原作:南アフリカ人作家でノーベル文学賞受賞者 クツツエー(J M COETZEE’S)。
監督:ステーブ ヤコブ。
脚本:アンナ マリア モンティセりー(監督の妻)
キャスト:ジョン マルコビッチ (デビッド ローリー教授)      
    ジェシカ ハインツ (娘ルーシー)

ストーリーは
アパルトヘイトが撤廃された 南アフリカが舞台だ。
ケイプタウンで イギリス人大学教授デビッド ローリー52歳は 古典文学を教えている。詩人バイロン 後期の生き方に共鳴していて 自堕落でデカダンな日々に自分の晩年の日々を重ね合わせている。2度の離婚を経て 愛を求める心に変わりはないが 退屈で満たされることのない生活。家に帰れば 趣味の作曲など、嗜んでいる。
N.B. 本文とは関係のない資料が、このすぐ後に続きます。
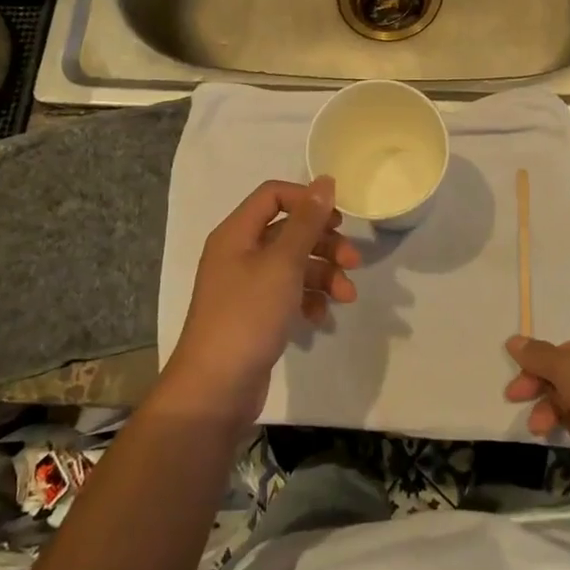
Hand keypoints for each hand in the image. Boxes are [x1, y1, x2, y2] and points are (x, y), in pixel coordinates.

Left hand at [163, 177, 358, 423]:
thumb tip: (325, 181)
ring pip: (293, 265)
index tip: (339, 219)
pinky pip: (288, 294)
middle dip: (324, 244)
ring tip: (346, 296)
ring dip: (324, 275)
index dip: (307, 200)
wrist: (215, 389)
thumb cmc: (248, 316)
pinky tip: (321, 317)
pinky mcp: (255, 314)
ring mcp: (246, 286)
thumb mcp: (283, 263)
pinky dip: (309, 300)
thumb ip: (307, 221)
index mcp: (236, 233)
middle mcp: (239, 253)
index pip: (273, 195)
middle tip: (354, 261)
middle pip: (289, 231)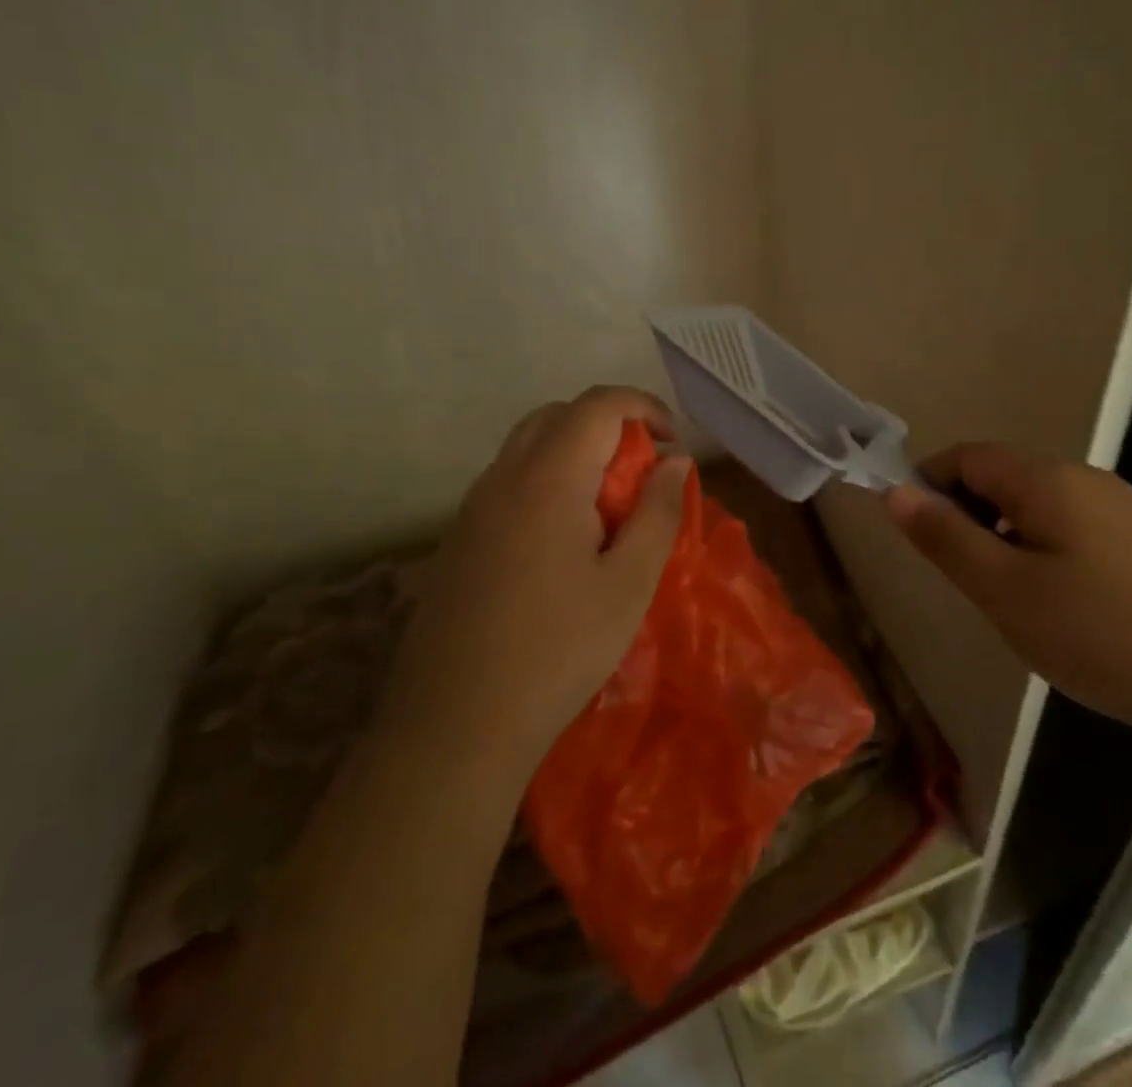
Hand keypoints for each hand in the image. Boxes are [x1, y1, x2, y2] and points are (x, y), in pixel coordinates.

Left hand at [386, 386, 691, 771]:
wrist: (455, 725)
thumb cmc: (558, 652)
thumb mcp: (629, 584)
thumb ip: (658, 513)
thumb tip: (676, 462)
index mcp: (549, 479)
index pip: (597, 405)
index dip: (642, 407)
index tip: (672, 442)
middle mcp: (504, 478)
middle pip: (557, 415)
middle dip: (608, 424)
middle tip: (641, 470)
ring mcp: (473, 507)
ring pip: (528, 445)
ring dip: (574, 451)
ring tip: (607, 504)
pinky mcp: (458, 538)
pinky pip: (508, 480)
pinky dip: (546, 479)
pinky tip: (563, 538)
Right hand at [884, 442, 1131, 745]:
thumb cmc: (1106, 635)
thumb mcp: (1007, 592)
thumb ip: (946, 538)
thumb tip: (896, 491)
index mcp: (1046, 480)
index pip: (966, 456)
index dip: (929, 483)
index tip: (917, 535)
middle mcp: (1086, 480)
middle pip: (1004, 478)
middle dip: (968, 517)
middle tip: (966, 581)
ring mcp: (1126, 510)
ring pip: (1040, 508)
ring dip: (1007, 539)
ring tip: (1014, 603)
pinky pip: (1076, 531)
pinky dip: (1047, 554)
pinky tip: (1069, 611)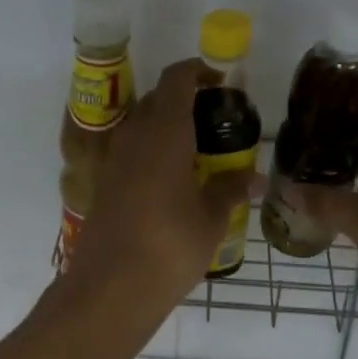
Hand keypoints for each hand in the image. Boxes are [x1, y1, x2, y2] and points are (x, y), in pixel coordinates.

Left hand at [67, 58, 261, 316]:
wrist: (110, 288)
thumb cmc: (169, 245)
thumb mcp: (210, 218)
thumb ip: (229, 190)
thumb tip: (253, 178)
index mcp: (164, 132)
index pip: (176, 79)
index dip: (197, 70)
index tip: (220, 81)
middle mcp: (134, 136)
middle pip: (157, 99)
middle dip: (185, 100)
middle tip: (216, 121)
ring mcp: (114, 159)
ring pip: (141, 124)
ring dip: (167, 126)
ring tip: (199, 151)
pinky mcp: (104, 183)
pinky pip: (131, 150)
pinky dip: (152, 150)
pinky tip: (173, 180)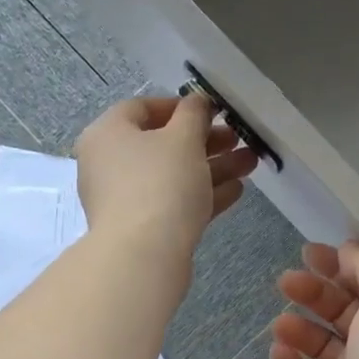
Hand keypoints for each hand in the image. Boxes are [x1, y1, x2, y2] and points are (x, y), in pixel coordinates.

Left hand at [75, 95, 257, 264]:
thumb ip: (194, 115)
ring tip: (250, 164)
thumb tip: (198, 102)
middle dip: (205, 141)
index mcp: (108, 134)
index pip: (142, 108)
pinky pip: (174, 203)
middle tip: (239, 139)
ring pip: (173, 176)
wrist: (143, 256)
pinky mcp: (142, 229)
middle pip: (162, 145)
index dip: (180, 106)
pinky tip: (236, 191)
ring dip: (212, 168)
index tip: (212, 111)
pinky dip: (202, 195)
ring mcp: (125, 200)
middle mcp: (110, 164)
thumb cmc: (160, 183)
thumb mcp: (183, 139)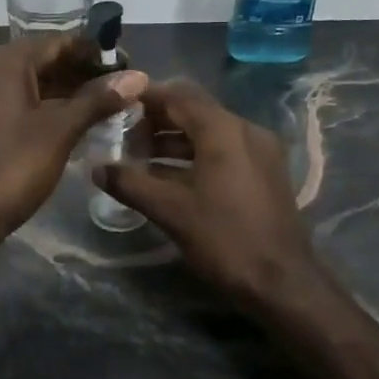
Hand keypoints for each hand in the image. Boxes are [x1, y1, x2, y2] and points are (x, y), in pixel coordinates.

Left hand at [0, 35, 147, 245]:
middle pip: (42, 60)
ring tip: (102, 108)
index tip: (128, 68)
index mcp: (5, 62)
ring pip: (28, 84)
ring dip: (63, 92)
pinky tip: (68, 124)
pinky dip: (42, 107)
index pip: (59, 42)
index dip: (95, 53)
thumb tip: (137, 76)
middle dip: (81, 73)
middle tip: (119, 91)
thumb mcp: (61, 131)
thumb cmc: (13, 167)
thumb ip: (98, 100)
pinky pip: (14, 103)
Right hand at [92, 80, 321, 306]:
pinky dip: (195, 156)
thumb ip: (131, 184)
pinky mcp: (265, 173)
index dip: (146, 97)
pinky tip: (169, 177)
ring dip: (175, 140)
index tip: (116, 104)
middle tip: (123, 133)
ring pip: (209, 133)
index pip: (179, 96)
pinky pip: (224, 151)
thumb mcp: (171, 211)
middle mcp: (246, 131)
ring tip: (139, 156)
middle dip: (158, 120)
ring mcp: (260, 152)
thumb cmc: (224, 239)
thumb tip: (97, 168)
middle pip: (195, 111)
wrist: (281, 281)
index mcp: (224, 131)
ある日、教え子のなかで ひときわ目立つ生徒メラニーを、半ば強引に誘って関係を持つ。メラニーは同僚の大学教授の娘だった。デビッドは関係を継続させようとして、メラニーが授業に出てこなくなっても、来ている様に 出席簿を改ざんする。事態が表面化してきて、当然ながら、学生達からバッシングされる。ついに、大学管理委員会から 召喚されて事情説明を求められるが、バイロン信奉者のデビッドにとっては、ラブ スキャンダルも 姦通罪も 懲戒免職もこわくない。何の未練も 反省も後悔もなく サッサと潔く大学を立ち去ってしまう。
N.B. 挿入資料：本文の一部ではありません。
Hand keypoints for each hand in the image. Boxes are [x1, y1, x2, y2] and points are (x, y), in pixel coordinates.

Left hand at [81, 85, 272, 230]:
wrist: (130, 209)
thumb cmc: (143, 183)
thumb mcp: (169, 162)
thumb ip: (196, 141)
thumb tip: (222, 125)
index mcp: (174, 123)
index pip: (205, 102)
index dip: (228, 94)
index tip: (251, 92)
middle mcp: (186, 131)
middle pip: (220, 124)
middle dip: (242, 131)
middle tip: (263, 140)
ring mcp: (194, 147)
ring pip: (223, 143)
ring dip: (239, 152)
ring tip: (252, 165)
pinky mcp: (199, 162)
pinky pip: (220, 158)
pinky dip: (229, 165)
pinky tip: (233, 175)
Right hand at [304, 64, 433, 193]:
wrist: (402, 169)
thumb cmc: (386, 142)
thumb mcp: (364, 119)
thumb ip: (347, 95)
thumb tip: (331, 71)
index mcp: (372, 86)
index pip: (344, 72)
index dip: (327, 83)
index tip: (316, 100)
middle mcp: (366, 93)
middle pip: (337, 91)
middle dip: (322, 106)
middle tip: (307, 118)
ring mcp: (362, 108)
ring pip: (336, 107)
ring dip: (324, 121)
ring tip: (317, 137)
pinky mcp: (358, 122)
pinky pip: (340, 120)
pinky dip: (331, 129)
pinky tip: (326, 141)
おさまらない学生達からのバッシングに ちょっとだけ傷ついて、デビッドは イースタンケープの田舎で 友達と暮らしているという娘に会いに行く。
行ってみると、予想外に 都会から離れた田舎で 娘のルーシーは たった一人で犬たちと生活していた。ナチュラリストのルーシーは 堆肥を作り、野菜と花を栽培して市場で売って、細々と生計を立てていた。若い娘が一人、無用心な家に、犬の世話をしているアフロアフリカンのぺトラを自由に出入りさせている娘の様子に驚愕したデビッドは、娘が心配で仕方がない。アパルトヘイト撤廃後 南アフリカは無秩序、無警察社会になっていて、田舎でも危険極まりない。にも拘らず、この田舎の人々は 昔のままの生活を維持しているのだった。
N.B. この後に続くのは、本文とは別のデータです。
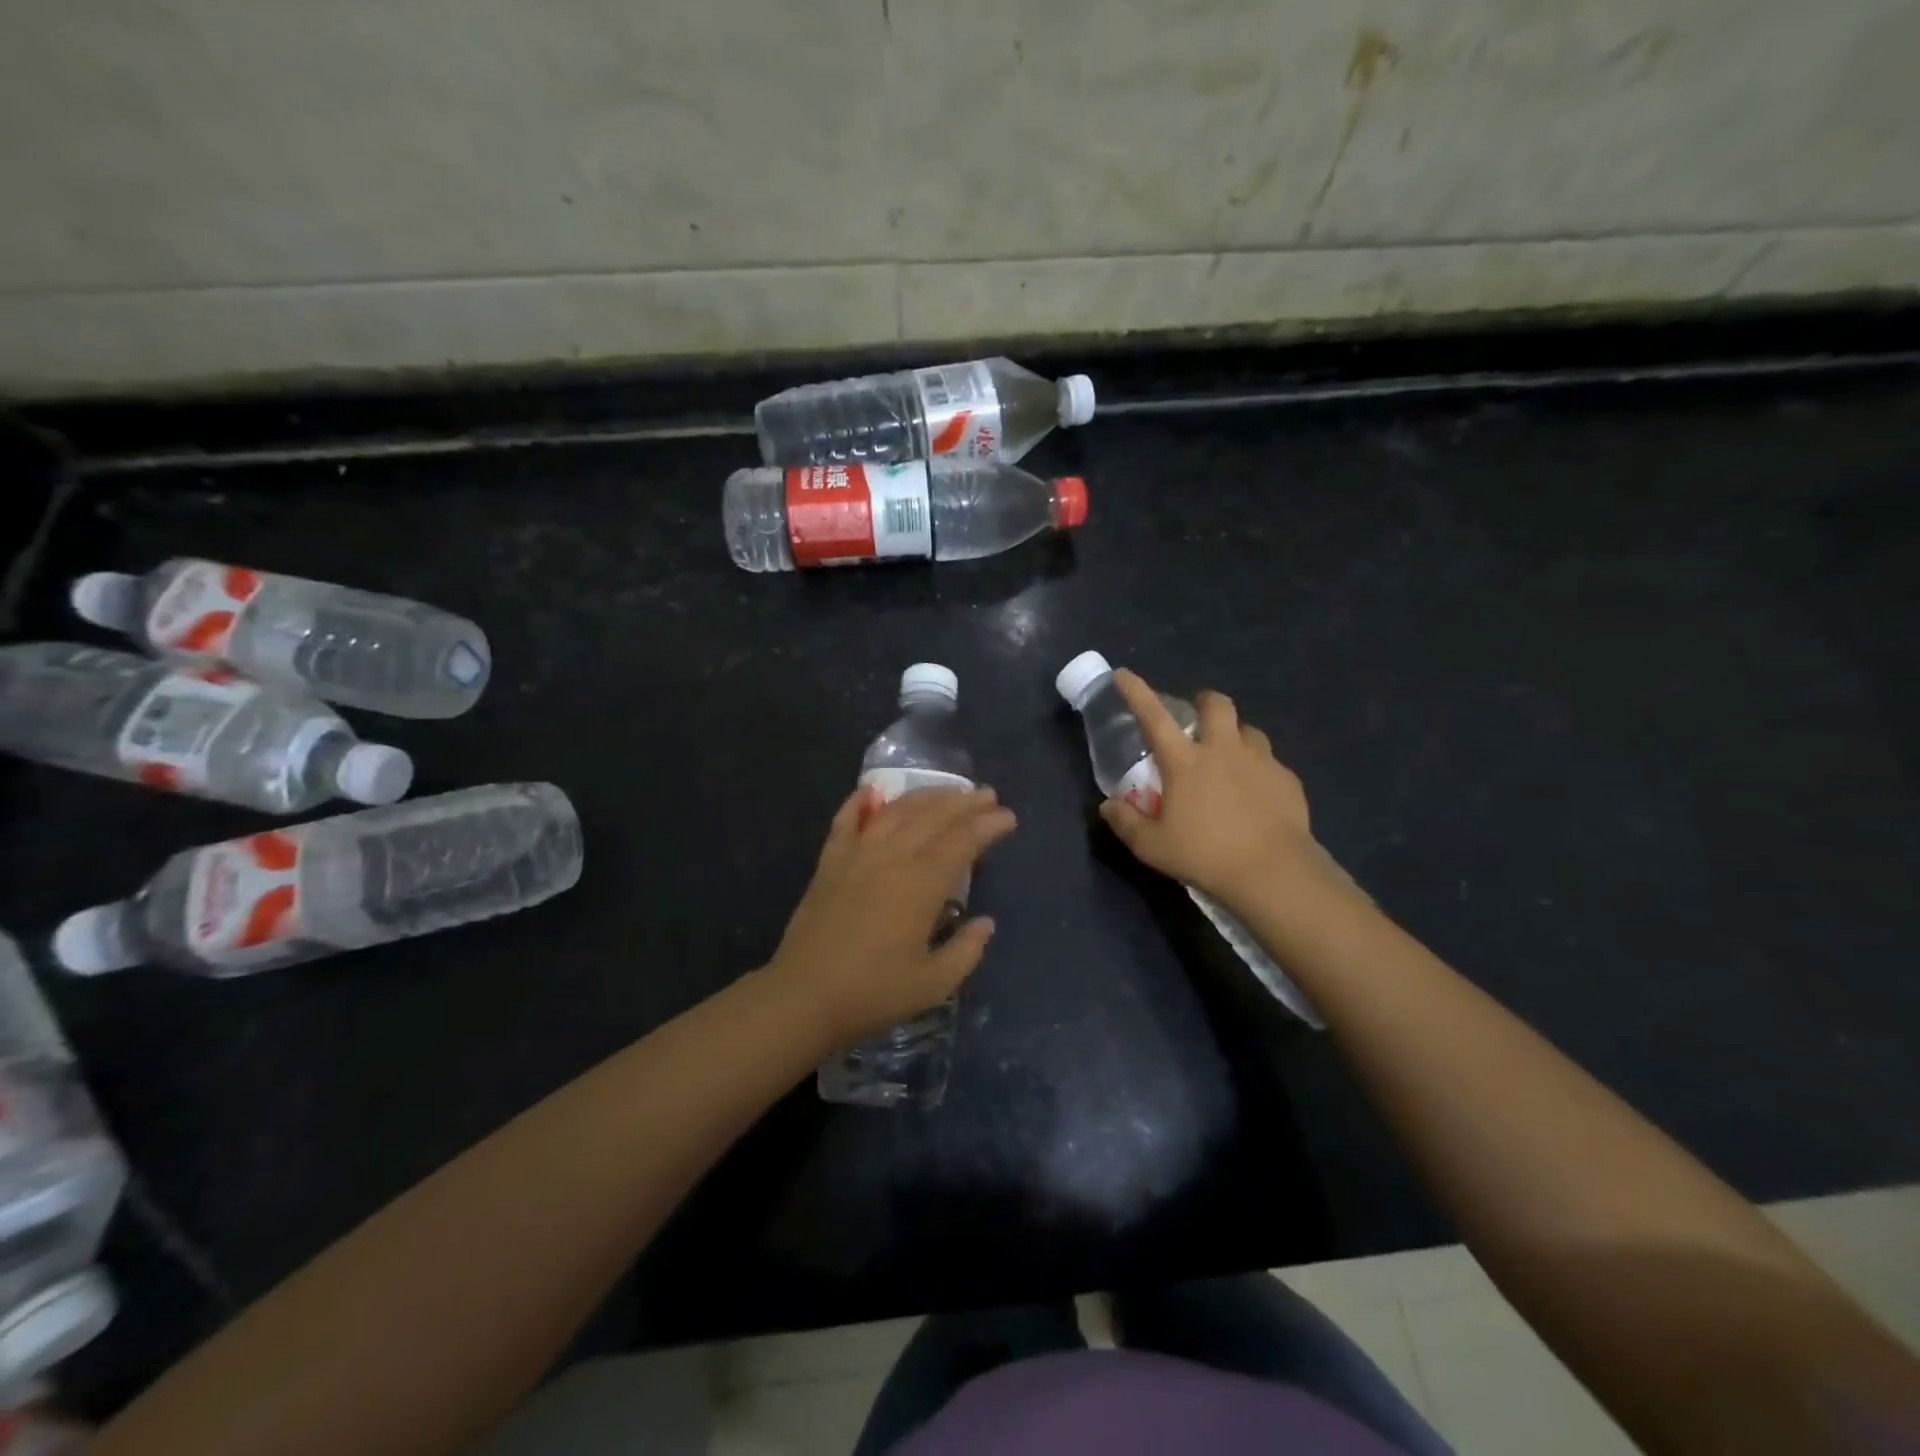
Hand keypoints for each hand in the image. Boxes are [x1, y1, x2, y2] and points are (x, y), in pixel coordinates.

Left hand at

そしてデビッドの悪い予感が的中して ある日、3人のアフリカーナのギャングに襲わて暴行される。ルーシーは3人のギャングに輪姦され、デビッドは石油を浴びせられ 火をつけられて半死状態で助けられる。圧倒的多数のアフリカンの国で 僅かに生き残る白人社会。長いアパルトヘイトの歴史の抑圧がなくなったばかりの時期に 白人社会が無事でいることは、難しい。デビッドは必死でルーシーに、離婚して別れたルーシの母親が暮らしているオランダに 行くように忠告する。 しかし、ルーシーは 暴力を受けても、暴力で跳ね返すことも、警察など第3者の介入を求めることも、外国に逃亡することも 拒否する。デビッドの助言や忠告や懇願に、聞く耳をもたず、ナチュラリストとして 自分に与えられた土地で大地を母として、生きていく という。

デビッドは娘が性的に辱められ 自分も暴行されて 初めて、自分が学生に関係を強要したことの罪を知る。そして、心から謝罪するために かつての同僚の家に行き ひざまずいて許しを請う。
ルーシーは 3人のギャングによる輪姦の結果、妊娠する。彼女は それが何の結果だったにしろ、母として命を受けたものを産み育てて その土地で生きて死んで生きたいと言う。
そんな娘を 自分とは考えが違っても、デビッドは父親としてささえて生きていく決意をする。
というストーリー。

テーマは、人種差別、男女間の性暴力、女の自立 など、重い現実の課題すべてを含んでいる。 まず、南アフリカが アパルトヘイトがなくなって、民主化したというきれいごとと同時に 大量の教育を受ける機会のなかったアフリカーナが抑圧から解放され自由になったことによって、力と武器が支配する暴力社会に 一挙に後退したこと。今まで搾取してきた白人大規模農園主が追われたあと、土地問題を政府がコントロールできていないこと。くい止めることの出来ない ジンバブエや 他の内戦から逃れてきた難民、貧困の蔓延、アフリカーナの中での貧富格差の拡大、労働人口の30%がエイズ感染者という現状、こうした中で、南アフリカは 世界一治安の悪い国になった。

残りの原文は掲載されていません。